Dataset items
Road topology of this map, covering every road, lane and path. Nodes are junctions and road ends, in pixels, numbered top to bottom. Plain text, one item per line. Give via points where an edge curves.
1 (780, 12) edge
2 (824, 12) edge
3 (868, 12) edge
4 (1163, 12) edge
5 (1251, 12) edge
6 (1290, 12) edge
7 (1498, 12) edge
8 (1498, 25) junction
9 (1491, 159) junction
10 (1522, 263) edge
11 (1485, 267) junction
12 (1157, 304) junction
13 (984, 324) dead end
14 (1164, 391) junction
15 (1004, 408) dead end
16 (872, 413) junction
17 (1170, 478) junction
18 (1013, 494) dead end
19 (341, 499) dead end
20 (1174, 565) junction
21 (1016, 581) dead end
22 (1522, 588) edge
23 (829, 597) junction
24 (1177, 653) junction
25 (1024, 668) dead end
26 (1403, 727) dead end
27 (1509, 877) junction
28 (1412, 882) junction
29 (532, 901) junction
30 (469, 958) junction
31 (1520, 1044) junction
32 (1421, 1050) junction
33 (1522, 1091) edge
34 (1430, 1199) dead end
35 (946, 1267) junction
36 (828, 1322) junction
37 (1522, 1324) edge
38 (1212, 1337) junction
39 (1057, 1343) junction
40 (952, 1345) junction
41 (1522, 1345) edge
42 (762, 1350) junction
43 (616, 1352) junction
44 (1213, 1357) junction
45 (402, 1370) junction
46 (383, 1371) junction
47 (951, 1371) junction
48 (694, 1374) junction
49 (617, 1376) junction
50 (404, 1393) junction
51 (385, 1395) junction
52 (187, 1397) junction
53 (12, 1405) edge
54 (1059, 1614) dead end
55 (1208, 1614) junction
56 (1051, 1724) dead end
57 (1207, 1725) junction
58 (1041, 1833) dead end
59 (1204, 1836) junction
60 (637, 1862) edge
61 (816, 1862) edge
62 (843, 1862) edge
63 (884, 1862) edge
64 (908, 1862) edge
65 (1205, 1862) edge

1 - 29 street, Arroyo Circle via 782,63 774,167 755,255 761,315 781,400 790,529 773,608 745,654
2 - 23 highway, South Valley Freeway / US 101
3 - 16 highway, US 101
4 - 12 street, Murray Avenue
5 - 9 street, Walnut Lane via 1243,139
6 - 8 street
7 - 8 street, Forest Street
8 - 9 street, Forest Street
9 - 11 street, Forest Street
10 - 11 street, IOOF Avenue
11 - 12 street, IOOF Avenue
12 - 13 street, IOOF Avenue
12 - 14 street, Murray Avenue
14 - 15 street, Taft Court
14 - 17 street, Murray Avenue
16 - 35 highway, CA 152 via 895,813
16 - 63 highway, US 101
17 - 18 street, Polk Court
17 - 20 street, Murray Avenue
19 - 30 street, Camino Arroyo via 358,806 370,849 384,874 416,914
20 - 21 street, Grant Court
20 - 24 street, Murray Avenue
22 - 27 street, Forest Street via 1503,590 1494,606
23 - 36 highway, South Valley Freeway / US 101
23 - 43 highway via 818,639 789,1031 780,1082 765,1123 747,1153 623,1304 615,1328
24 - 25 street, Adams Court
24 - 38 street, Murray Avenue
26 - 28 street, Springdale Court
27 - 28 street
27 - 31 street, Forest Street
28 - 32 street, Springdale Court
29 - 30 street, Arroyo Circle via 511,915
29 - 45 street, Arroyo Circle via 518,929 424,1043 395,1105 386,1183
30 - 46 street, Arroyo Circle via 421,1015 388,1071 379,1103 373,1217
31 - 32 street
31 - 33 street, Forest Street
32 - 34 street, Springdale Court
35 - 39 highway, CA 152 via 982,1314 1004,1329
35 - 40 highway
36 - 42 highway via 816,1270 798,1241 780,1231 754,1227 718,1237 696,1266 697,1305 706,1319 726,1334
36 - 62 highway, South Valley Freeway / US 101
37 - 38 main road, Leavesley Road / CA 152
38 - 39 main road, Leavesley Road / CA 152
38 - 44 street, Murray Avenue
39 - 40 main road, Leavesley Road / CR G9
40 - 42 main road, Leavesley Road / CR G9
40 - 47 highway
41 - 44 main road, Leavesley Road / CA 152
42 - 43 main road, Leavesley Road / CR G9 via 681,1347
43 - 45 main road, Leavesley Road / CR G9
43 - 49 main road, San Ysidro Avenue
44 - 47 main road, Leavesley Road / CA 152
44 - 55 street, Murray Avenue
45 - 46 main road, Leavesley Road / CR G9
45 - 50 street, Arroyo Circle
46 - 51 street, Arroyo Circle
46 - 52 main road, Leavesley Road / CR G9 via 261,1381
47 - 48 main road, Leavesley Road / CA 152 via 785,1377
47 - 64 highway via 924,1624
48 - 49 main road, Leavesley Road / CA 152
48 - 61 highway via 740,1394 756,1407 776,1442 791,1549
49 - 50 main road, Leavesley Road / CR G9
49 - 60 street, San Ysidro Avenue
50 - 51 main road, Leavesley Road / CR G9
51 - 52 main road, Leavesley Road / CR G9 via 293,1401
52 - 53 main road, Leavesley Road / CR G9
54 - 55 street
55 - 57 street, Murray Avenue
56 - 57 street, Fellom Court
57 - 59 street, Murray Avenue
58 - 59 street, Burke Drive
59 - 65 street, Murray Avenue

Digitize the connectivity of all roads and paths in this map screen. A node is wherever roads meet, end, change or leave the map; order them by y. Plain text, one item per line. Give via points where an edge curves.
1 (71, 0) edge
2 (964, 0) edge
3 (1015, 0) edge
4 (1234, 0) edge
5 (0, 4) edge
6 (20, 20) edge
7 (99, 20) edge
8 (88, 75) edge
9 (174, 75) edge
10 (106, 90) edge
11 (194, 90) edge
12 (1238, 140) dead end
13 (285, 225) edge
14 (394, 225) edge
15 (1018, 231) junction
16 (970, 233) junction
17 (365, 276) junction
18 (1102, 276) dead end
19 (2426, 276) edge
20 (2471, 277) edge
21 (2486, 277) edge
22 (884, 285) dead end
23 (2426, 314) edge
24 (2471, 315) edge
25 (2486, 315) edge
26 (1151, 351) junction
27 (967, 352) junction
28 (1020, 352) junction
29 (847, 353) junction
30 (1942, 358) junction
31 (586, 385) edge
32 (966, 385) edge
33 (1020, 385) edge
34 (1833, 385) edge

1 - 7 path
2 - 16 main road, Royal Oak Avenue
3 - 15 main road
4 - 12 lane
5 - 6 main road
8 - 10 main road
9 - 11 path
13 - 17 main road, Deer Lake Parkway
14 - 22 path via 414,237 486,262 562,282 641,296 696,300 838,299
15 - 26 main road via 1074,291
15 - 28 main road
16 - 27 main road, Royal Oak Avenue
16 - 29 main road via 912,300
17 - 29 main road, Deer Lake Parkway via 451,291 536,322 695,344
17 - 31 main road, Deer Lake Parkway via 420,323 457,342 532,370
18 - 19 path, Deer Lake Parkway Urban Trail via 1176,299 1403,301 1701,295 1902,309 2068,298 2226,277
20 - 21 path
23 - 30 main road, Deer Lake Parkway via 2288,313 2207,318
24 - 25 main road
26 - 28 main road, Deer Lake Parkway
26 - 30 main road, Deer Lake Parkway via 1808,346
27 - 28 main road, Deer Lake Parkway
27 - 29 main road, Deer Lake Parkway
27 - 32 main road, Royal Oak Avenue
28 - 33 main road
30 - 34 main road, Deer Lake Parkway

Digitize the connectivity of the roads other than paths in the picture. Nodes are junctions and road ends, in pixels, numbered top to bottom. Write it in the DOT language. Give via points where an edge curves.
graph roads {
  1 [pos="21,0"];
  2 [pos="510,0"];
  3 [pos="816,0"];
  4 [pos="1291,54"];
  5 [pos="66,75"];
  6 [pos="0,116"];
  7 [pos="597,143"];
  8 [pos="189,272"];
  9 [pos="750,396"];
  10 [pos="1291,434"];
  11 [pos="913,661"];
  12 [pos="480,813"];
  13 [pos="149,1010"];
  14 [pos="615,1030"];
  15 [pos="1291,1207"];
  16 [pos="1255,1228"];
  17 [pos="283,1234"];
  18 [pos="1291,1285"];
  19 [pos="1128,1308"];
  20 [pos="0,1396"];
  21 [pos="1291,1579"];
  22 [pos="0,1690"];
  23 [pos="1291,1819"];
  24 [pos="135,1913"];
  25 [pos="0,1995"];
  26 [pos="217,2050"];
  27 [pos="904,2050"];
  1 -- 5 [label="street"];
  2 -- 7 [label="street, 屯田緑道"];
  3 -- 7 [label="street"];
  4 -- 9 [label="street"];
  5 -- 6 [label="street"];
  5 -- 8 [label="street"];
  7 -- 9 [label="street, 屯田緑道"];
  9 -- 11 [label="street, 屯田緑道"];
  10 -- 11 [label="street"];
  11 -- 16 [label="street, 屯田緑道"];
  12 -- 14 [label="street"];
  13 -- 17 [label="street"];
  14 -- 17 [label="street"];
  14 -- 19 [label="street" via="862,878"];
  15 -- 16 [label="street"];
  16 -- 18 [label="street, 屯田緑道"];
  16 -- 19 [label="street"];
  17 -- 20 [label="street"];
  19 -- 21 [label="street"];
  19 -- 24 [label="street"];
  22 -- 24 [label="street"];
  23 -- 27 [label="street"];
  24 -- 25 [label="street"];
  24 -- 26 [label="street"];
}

◆ THE TASK: Give the count of lines in the data above holding the word "bottom", and nothing beyond it.

◆ RESULT: 2